Seek more – There will be few IT transformations during our lifetimes, which are as pervasive as cloud. Like, when was it last time you had your engineering, operations, security, governance, architecture and business involved in a transformation. With so many leaders at table, it would be a waste to just shut down few VMs on-premise and bring them up in cloud or make small remediation to your applications and deploy them to cloud. My recommendation is to look beyond mere ‘landing zone change’ for your applications. This is your opportunity to clear the house, pay off long outstanding technical debts, increase the velocity of your IT delivery, unify your architecture stack, enhance the norms of IT compliance, minimize security risks, optimize your operations, and provide a solid foundation for success of your business.

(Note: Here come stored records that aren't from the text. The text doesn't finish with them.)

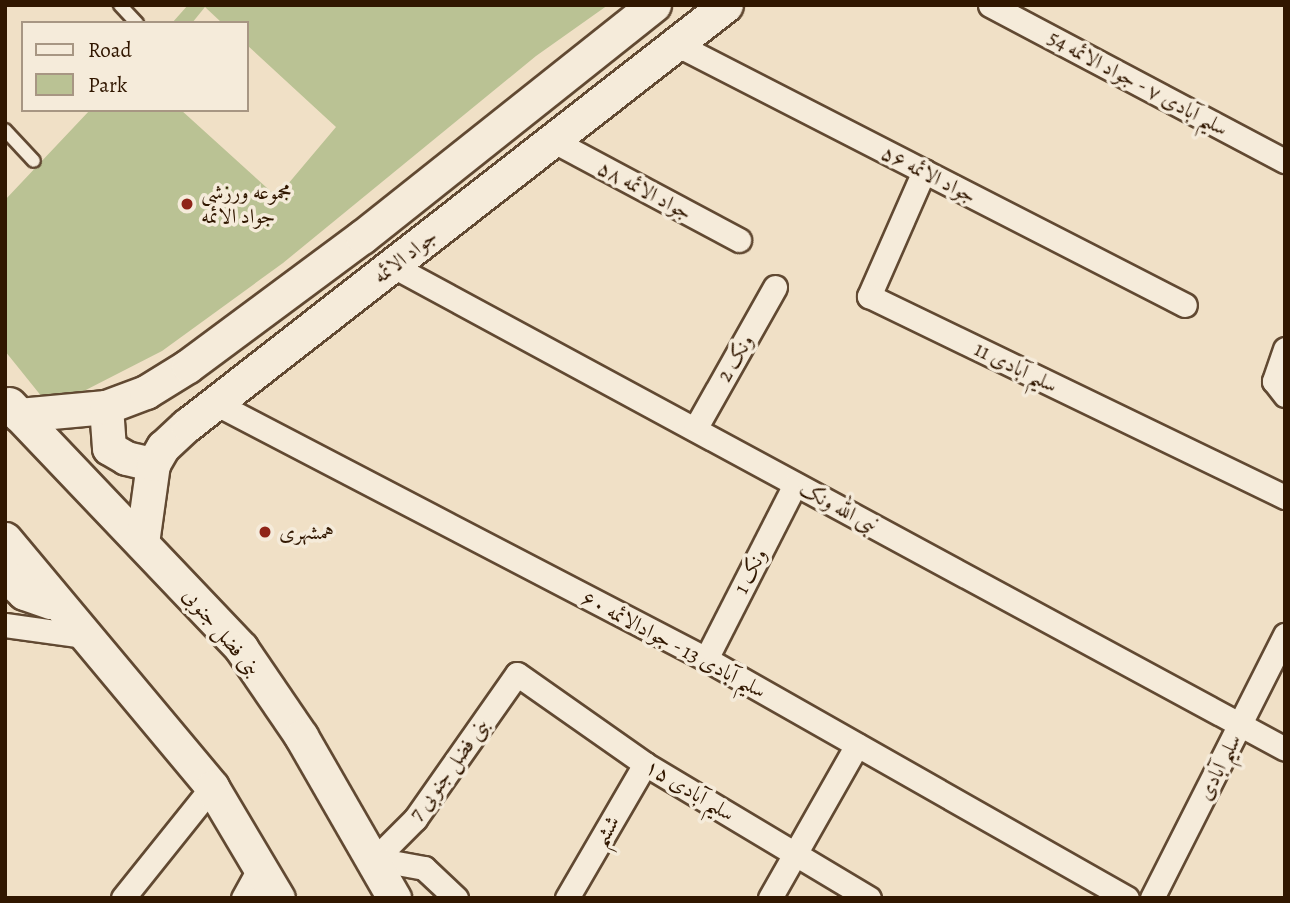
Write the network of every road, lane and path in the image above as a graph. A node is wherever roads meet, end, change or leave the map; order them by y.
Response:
1 (120, 5) edge
2 (654, 5) edge
3 (726, 5) edge
4 (990, 5) edge
5 (135, 21) edge
6 (674, 43) junction
7 (5, 130) edge
8 (552, 140) junction
9 (1285, 161) edge
10 (34, 162) dead end
11 (924, 171) junction
12 (739, 240) dead end
13 (393, 266) junction
14 (775, 287) dead end
15 (1185, 305) dead end
16 (1285, 349) edge
17 (1285, 396) edge
18 (215, 403) junction
19 (12, 407) edge
20 (106, 407) junction
21 (695, 429) junction
22 (153, 464) junction
23 (795, 484) junction
24 (1285, 497) edge
25 (5, 539) edge
26 (142, 543) junction
27 (5, 575) edge
28 (66, 607) junction
29 (5, 625) edge
30 (1285, 635) edge
31 (90, 638) junction
32 (706, 659) junction
33 (517, 674) joint
34 (1240, 725) junction
35 (857, 745) junction
36 (1285, 749) edge
37 (645, 764) junction
38 (212, 787) junction
39 (794, 852) junction
40 (375, 859) junction
41 (261, 866) junction
42 (123, 898) edge
43 (243, 898) edge
44 (278, 898) edge
45 (394, 898) edge
46 (456, 898) edge
47 (567, 898) edge
48 (771, 898) edge
49 (869, 898) edge
50 (1127, 898) edge
51 (1152, 898) edge

1 - 5 lane
2 - 20 street, جواد الائمه
3 - 6 street, جواد الائمه
4 - 9 street, سلیم آبادی ۷ - جواد الائمه 54
6 - 8 street, جواد الائمه
6 - 11 street, جواد الائمه ۵۶
7 - 10 lane
8 - 12 street, جواد الائمه ۵۸
8 - 13 street, جواد الائمه
11 - 15 street, جواد الائمه ۵۶
11 - 24 street, سلیم آبادی 11
13 - 18 street, جواد الائمه
13 - 21 street, نبی الله ونک
14 - 21 street, ونک 2
16 - 17 street
18 - 22 street, جواد الائمه
18 - 32 street, سلیم آبادی 13 - جوادالائمه ۶۰
19 - 20 street, جواد الائمه
19 - 26 street, بنی فضل جنوبی
20 - 22 street
21 - 23 street, نبی الله ونک
22 - 26 street
23 - 32 street, ونک 1
23 - 34 street, نبی الله ونک
25 - 28 street
26 - 40 street, بنی فضل جنوبی
27 - 28 street
28 - 31 street
29 - 31 street
30 - 34 street, سلیم آبادی
31 - 38 street
32 - 35 street, سلیم آبادی 13 - جوادالائمه ۶۰
33 - 37 street, سلیم آبادی ۱۵
33 - 40 street, بنی فضل جنوبی 7
34 - 36 street, نبی الله ونک
34 - 51 street, سلیم آبادی
35 - 39 street
35 - 50 street, سلیم آبادی 13 - جوادالائمه ۶۰
37 - 39 street, سلیم آبادی ۱۵
37 - 47 street, ششم
38 - 41 street
38 - 42 street
39 - 48 street
39 - 49 street, سلیم آبادی ۱۵
40 - 45 street, بنی فضل جنوبی
40 - 46 street
41 - 43 street
41 - 44 street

These are also the parameters you should use to measure the success of your cloud transformation; not cost savings and neither the number of apps migrated.

Be prepared to innovate – Cloud vendors today are very aggressive to win in the marketplace. Major players like AWS, Microsoft, and Google will go to any length to get your business, providing you dedicated SMEs, prioritizing their product features to meet your needs, and so on. We all have seen Andy Jassy and Satya Nadella at conferences, putting customers on stage, and talking about how far they have gone to meet their customer needs. But honestly cloud ecosystem is still maturing. Yup, that’s true even after a decade of work. It’s very likely that you will run into hurdles, unforeseen technology / compliance / process hurdles. We have met many customers who started and stalled their cloud journey because cloud platforms didn’t provide them features they were so accustomed to on-premise. This could be a vendor product, reporting tool, CMDB integration, load balancer capability, or security control, which cloud platform doesn’t support. That’s where you got roll up your sleeves, get your creative folks together and devise a custom solution to meet your enterprise needs. You have to stand up and take risks to keep the ball rolling.

Manage Chaos – Cloud transformation will be inevitability accompanied by chaos. Massive chaos. Needless to say, it’s very important to manage chaos upfront. Many enterprise leaders fall into the trap of announcing an early victory. Typical sequence of events – a cloud COE is formed, they take couple of workloads of varying complexity, carry out pilots with help of vendors, provide a great presentation to CXOs, design a cookie cutter approach, and publish it to rest of the enterprise. And then the hell breaks loose. App managers who start with cookie cutter approach are stuck half way because the laid-out approach doesn’t provide for their use cases. Eventually cloud COEs become overwhelmed by the amount of outstanding issues, many of which aren’t even in their control and that leads to escalation. Even worse business teams get vocal about it, and before you know initiative has got enough bad press to put entire program on hold. This where it’s important to establish an inner circle. For instance, you can setup a cloud migration factory internal to the cloud COE. Factory can operate as a black box taking Line-of-Business app as an input and delivering cloud hosted app as an output. Once you have substantial volume of use cases covered, detailed step by step guidance documentation, rolled out trainings, established support channels with pre-defined SLAs, automation, operating model, only then you should plan to open the gates for the larger enterprise. You will still have issues, but credibility established by then will see you through.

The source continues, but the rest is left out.